On 14 Dec 2012, at 13:52, Rich Hickey <richhic...@gmail.com> wrote:
> On Dec 14, 2012, at 12:55 AM, Paul Butcher wrote:
>> Rich - what is the "soundbite description" of Clojure's concurrency model 
>> you're happiest with?
> 
> Ah, soundbites, the foundation of modern programmer education :)

Maybe I should have said "least unhappy"? :-)

> Certainly, pigeonholing Clojure as STM-based is way off the mark.

Agreed 100%.

> Also, a chapter on STM that doesn't distinguish Clojure and Haskell's 
> functional STM approach from the ordinary "wrap your old imperative code in 
> transactions" approach is going to miss the biggest point.

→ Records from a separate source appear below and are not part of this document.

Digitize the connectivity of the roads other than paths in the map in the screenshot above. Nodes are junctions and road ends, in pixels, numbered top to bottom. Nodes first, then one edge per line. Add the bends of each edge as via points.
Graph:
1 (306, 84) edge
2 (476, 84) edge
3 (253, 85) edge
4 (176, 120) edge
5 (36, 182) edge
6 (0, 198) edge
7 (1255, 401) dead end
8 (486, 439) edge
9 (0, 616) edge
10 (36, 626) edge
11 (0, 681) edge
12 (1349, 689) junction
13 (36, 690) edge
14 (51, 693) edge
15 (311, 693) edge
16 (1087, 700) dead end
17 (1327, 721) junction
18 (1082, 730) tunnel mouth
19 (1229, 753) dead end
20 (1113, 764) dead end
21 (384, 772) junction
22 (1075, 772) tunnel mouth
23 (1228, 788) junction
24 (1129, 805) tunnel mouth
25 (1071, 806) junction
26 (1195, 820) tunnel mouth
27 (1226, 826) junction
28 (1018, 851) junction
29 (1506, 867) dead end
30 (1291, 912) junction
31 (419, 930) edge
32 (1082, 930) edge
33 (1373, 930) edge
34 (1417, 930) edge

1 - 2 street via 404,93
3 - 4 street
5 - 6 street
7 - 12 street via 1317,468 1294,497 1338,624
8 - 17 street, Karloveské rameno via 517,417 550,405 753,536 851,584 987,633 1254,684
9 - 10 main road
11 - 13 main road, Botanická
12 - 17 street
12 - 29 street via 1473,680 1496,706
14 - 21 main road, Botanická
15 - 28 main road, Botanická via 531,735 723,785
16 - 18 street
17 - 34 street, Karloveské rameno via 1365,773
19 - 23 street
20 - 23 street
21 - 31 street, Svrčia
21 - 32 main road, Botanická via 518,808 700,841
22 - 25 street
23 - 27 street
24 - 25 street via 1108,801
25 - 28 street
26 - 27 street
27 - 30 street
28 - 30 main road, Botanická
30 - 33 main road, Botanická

Also agreed 100%. That's a (very) large part of why I've chosen Clojure as the 
language for this chapter.

> I guess this would be my alternative chapter title proposal:
> 
> Functional Programming + Reference Types

I can see that logic. Unfortunately, as well as this chapter, I also plan to 
have a chapter on functional programming using Haskell's Par and Eval monads, 
so I need some kind of title that draws the distinction. I know that there are 
similarities between the approaches, but they also have very distinct flavours 
(as you say in your "The Database as a Value" talk, it's thoroughly unclear how 
to represent an immutable value that performs IO as a monad).

For the avoidance of doubt, I don't for one second disagree that Clojure is 
more than STM. Nor do I disagree that it's important that I cover the 
separation of values from identity, atoms and agents as well as refs/STM. I'm 
just trying to come up with a pithy chapter title.

How about "transactional state"? "Immutable state"?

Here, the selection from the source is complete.